Huber was well versed in English literature, and in 1785 he published the drama Ethelwolf, with notes on Beaumont and Fletcher and the old English stage. He also wrote many dramas, comedies and tragedies, most of which are now forgotten, and among them only Das heimliche Gericht (1790, new ed. 1795) enjoyed any degree of popularity. As a critic he is seen to advantage in the Vermischte Schriften von dem Verfasser des heimlichen Gerichts (2 vols., 1793). As a publicist he made his name in the historical-political periodicals Friedenspräliminarien (1794–1796, 10 vols.) and Klio (1795–1798, 1819).

His collected works, Sämtliche Werke seit dem Jahre 1802 (4 vols., 1807–1819), were published with a biography by his wife Therese Huber. See L. Speidel and H. Wittmann, Bilder aus der Schiller-Zeit (1884).

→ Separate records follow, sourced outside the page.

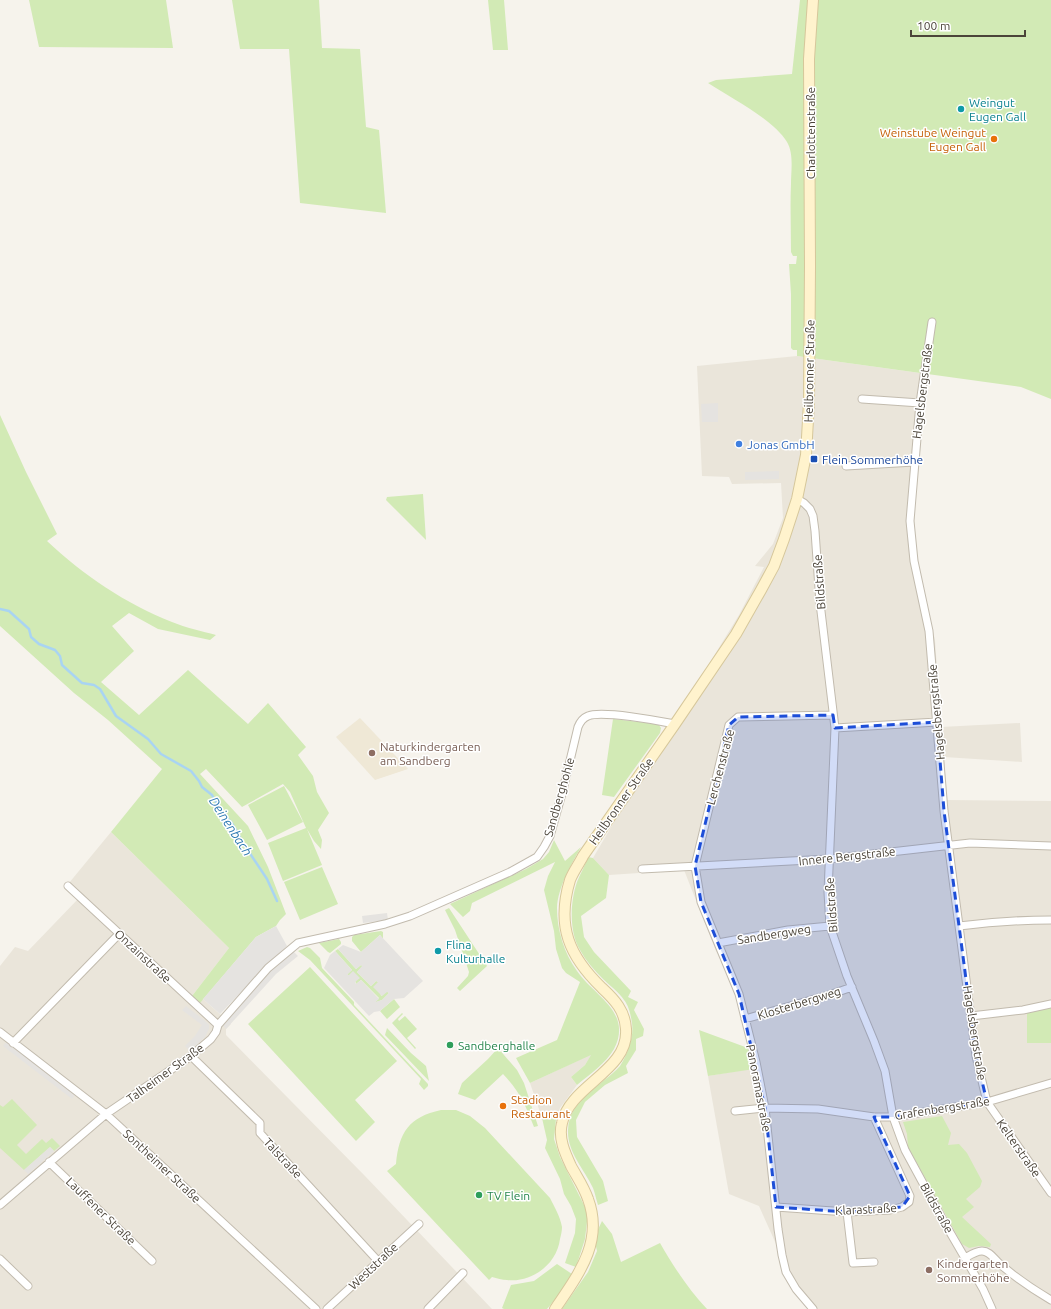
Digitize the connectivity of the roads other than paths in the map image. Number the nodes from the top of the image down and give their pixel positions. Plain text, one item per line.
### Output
1 (813, 0) edge
2 (810, 266) joint
3 (932, 322) dead end
4 (862, 400) dead end
5 (920, 403) junction
6 (914, 462) junction
7 (846, 466) dead end
8 (796, 499) junction
9 (833, 715) junction
10 (937, 722) junction
11 (675, 724) junction
12 (835, 728) junction
13 (949, 845) junction
14 (1051, 846) edge
15 (829, 859) junction
16 (695, 866) junction
17 (642, 869) dead end
18 (68, 886) dead end
19 (1051, 920) edge
20 (391, 922) joint
21 (830, 926) junction
22 (959, 926) junction
23 (119, 934) junction
24 (718, 943) junction
25 (852, 987) junction
26 (1051, 1004) edge
27 (971, 1016) junction
28 (745, 1019) junction
29 (218, 1025) junction
30 (0, 1032) edge
31 (13, 1043) junction
32 (191, 1056) junction
33 (1051, 1083) edge
34 (987, 1102) junction
35 (765, 1108) junction
36 (735, 1111) dead end
37 (106, 1114) junction
38 (874, 1116) junction
39 (893, 1117) junction
40 (49, 1162) junction
41 (1051, 1194) edge
42 (0, 1205) edge
43 (776, 1206) junction
44 (847, 1212) junction
45 (419, 1224) dead end
46 (965, 1258) junction
47 (0, 1259) edge
48 (152, 1261) dead end
49 (378, 1261) junction
50 (874, 1262) dead end
51 (463, 1273) dead end
52 (28, 1286) dead end
53 (1051, 1300) edge
54 (316, 1309) edge
55 (327, 1309) edge
56 (428, 1309) edge
57 (555, 1309) edge
58 (813, 1309) edge
59 (992, 1309) edge

1 - 2 main road, Charlottenstraße
2 - 8 main road, Heilbronner Straße
3 - 5 street, Hagelsbergstraße
4 - 5 street
5 - 6 street, Hagelsbergstraße
6 - 7 street
6 - 10 street, Hagelsbergstraße
8 - 9 street, Bildstraße
8 - 11 main road, Heilbronner Straße
9 - 12 street, Bildstraße
9 - 16 street, Lerchenstraße
10 - 12 street
10 - 13 street, Hagelsbergstraße
11 - 20 street, Sandberghohle
11 - 57 main road, Heilbronner Straße
12 - 15 street, Bildstraße
13 - 14 street, Innere Bergstraße
13 - 15 street, Innere Bergstraße
13 - 22 street, Hagelsbergstraße
15 - 16 street, Innere Bergstraße
15 - 21 street, Bildstraße
16 - 17 street, Innere Bergstraße
16 - 24 street, Panoramastraße
18 - 23 street, Onzainstraße
19 - 22 street
20 - 29 street, Talheimer Straße
21 - 24 street, Sandbergweg
21 - 25 street, Bildstraße
22 - 27 street, Hagelsbergstraße
23 - 29 street, Onzainstraße
23 - 31 street
24 - 28 street, Panoramastraße
25 - 28 street, Klosterbergweg
25 - 39 street, Bildstraße
26 - 27 street
27 - 34 street, Hagelsbergstraße
28 - 35 street, Panoramastraße
29 - 32 street, Talheimer Straße
30 - 31 street, Sontheimer Straße
31 - 37 street, Sontheimer Straße
32 - 37 street, Talheimer Straße
32 - 49 street, Talstraße
33 - 34 street, Grafenbergstraße
34 - 39 street, Grafenbergstraße
34 - 41 street, Kelterstraße
35 - 36 street, Grafenbergstraße
35 - 38 street, Grafenbergstraße
35 - 43 street, Panoramastraße
37 - 40 street, Talheimer Straße
37 - 54 street, Sontheimer Straße
38 - 39 street, Grafenbergstraße
38 - 44 street, Klarastraße
39 - 46 street, Bildstraße
40 - 42 street, Talheimer Straße
40 - 48 street, Lauffener Straße
43 - 44 street, Klarastraße
43 - 58 street, Panoramastraße
44 - 50 street
45 - 49 street, Weststraße
46 - 53 street
46 - 59 street, Bildstraße
47 - 52 street
49 - 55 street, Weststraße
51 - 56 street

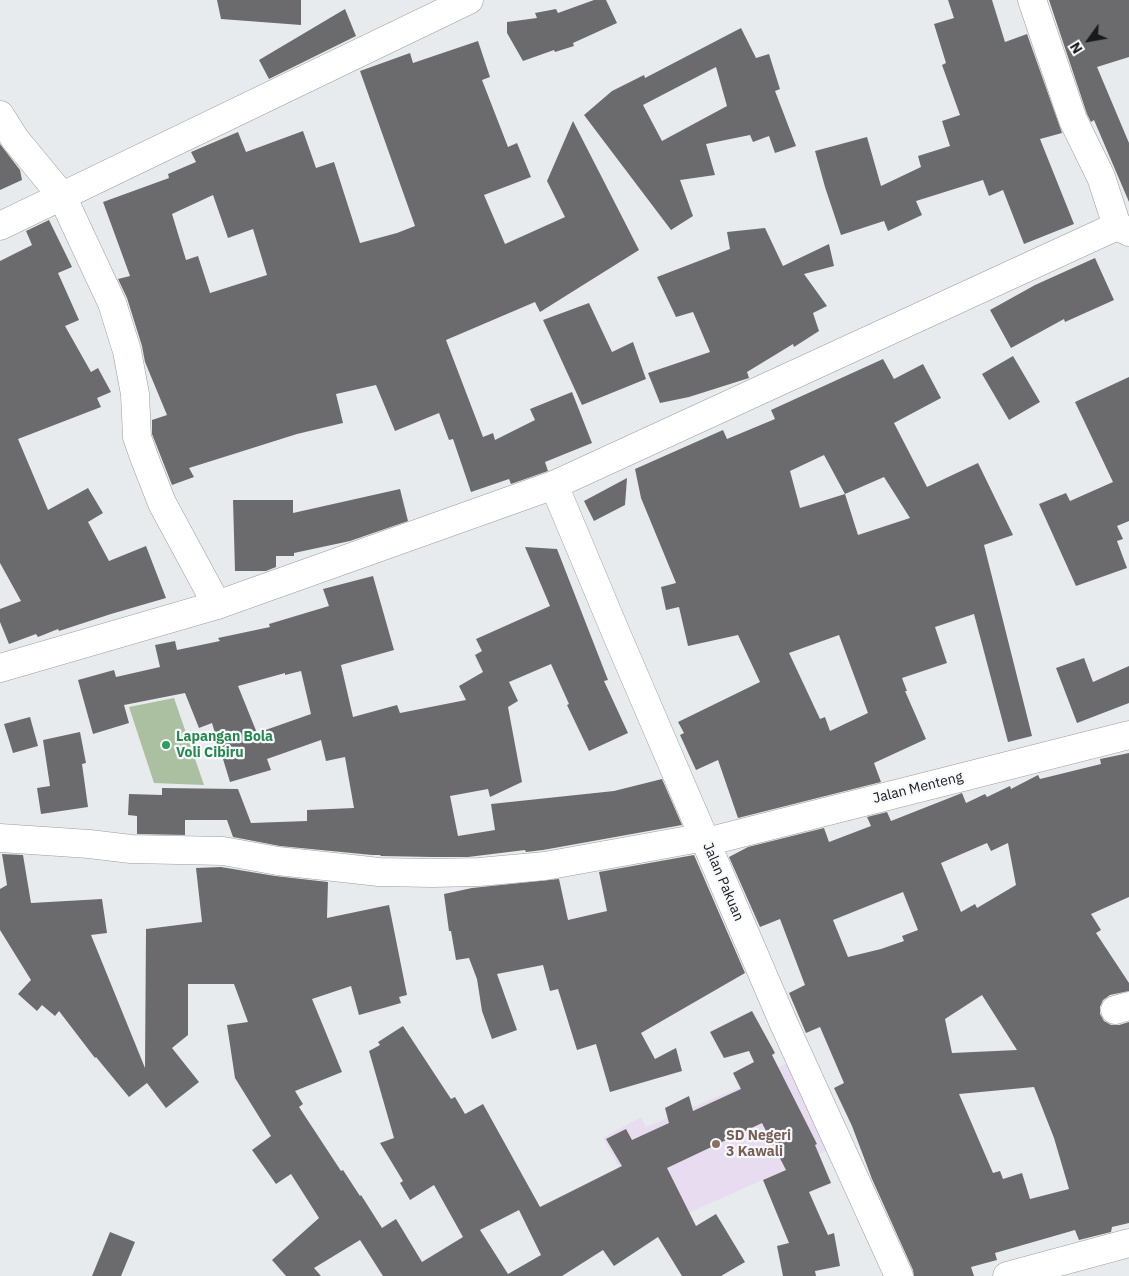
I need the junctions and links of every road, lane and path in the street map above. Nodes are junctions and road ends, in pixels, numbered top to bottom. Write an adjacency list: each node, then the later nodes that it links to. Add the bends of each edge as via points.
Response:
1 (469, 0): 4 (street)
2 (1032, 0): 6 (street, via 1073,120)
3 (0, 115): 4 (street, via 14,139)
4 (62, 196): 5 (street); 8 (street, via 120,325 132,373 138,437 152,480)
5 (0, 226)
6 (1123, 229): 7 (street)
7 (554, 485): 8 (street); 12 (street, Jalan Pakuan)
8 (217, 605): 9 (street)
9 (0, 668)
10 (1129, 734): 12 (street, Jalan Menteng)
11 (0, 838): 12 (street, Jalan Menteng, via 131,849 223,850 278,861 380,872 432,873 545,866)
12 (705, 840): 14 (street, Jalan Pakuan, via 784,1024)
13 (1129, 1242): 15 (street)
14 (899, 1276)
15 (1007, 1276)

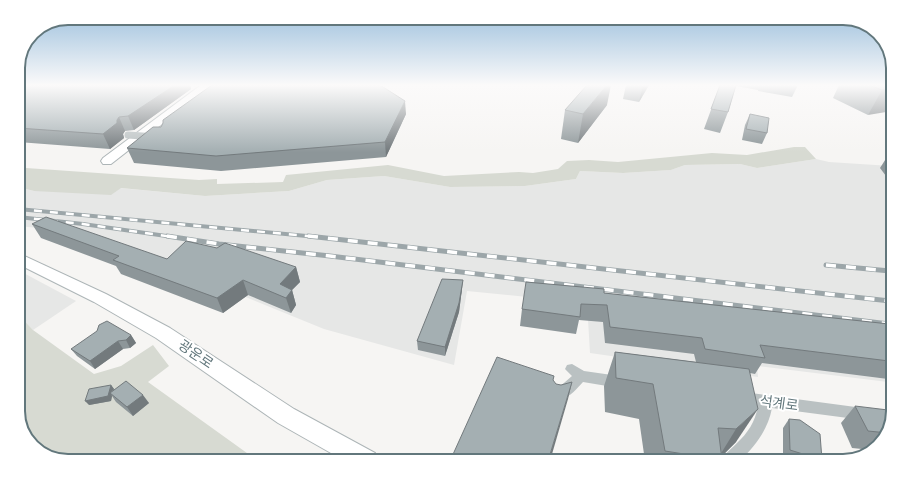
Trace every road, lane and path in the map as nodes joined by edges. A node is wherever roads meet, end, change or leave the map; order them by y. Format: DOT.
graph roads {
  1 [pos="178,107"];
  2 [pos="128,135"];
  3 [pos="164,137"];
  4 [pos="107,161"];
  5 [pos="25,261"];
  6 [pos="635,384"];
  7 [pos="558,396"];
  8 [pos="728,396"];
  9 [pos="766,401"];
  10 [pos="873,415"];
  11 [pos="354,454"];
  12 [pos="736,454"];
  1 -- 4 [label="street"];
  2 -- 3 [label="street, bridge"];
  5 -- 11 [label="street, 광운로"];
  6 -- 7 [label="street"];
  8 -- 9 [label="street, 석계로"];
  9 -- 10 [label="street, 석계로"];
  9 -- 12 [label="street"];
}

HUBERT (Hucbertus, Hugbertus), ST (d. 727), bishop of Liége, whose festival is celebrated on the 3rd of November. The Bollandists have published seven different lives of the saint. The first is the only one of any value, and is the work of a contemporary. Unfortunately, it is very sparing of details. In it we see that Hubert in 708 succeeded Lambert in the see of Maestricht (Tongres), and that he erected a basilica to his memory. In 825 Hubert’s remains were removed to a Benedictine cloister in the Ardennes, which thenceforth bore his name (St Hubert, province of Luxemburg, Belgium), and ultimately became a considerable resort of pilgrims. The later legends (Bibliotheca hagiographica latina, nos. 3994-4002) are devoid of authority. One of them relates, probably following the legend of St Eustace, the miracle of the conversion of St Hubert. This conversion, represented as having been brought about while he was hunting on Good Friday by a miraculous appearance of a stag bearing between his horns a cross or crucifix surrounded with rays of light, has frequently been made the subject of artistic treatment. He is the patron of hunters, and is also invoked in cases of hydrophobia. Several orders of knighthood have been under his protection; among these may be mentioned the Bavarian, the Bohemian and that of the electorate of Cologne.

See Acta Sanctorum, Novembris, i. 759–930; G. Kurth, Chartes de l’abbaye de St Hubert en Ardenne (Brussels, 1903); Anna Jameson, Sacred and Legendary Art, i. 732-737 (London, 1896); Cahier, Caractéristiques des saints, pp. 183, 775, &c. (Paris, 1867). (H. De.) 


HUBERTUSBURG, a château in the kingdom of Saxony, near the village of Wermsdorf and midway 6 m. between the towns Oschatz and Grimma. It was built in 1721–1724 by Frederick Augustus II., elector of Saxony, subsequently King Augustus III. of Poland, as a hunting box, and was often the scene of brilliant festivities. It is famous for the peace signed here on the 15th of February 1763, which ended the Seven Years’ War. After undergoing various vicissitudes, it now serves the purpose of a lunatic asylum and a training school for nursing sisters.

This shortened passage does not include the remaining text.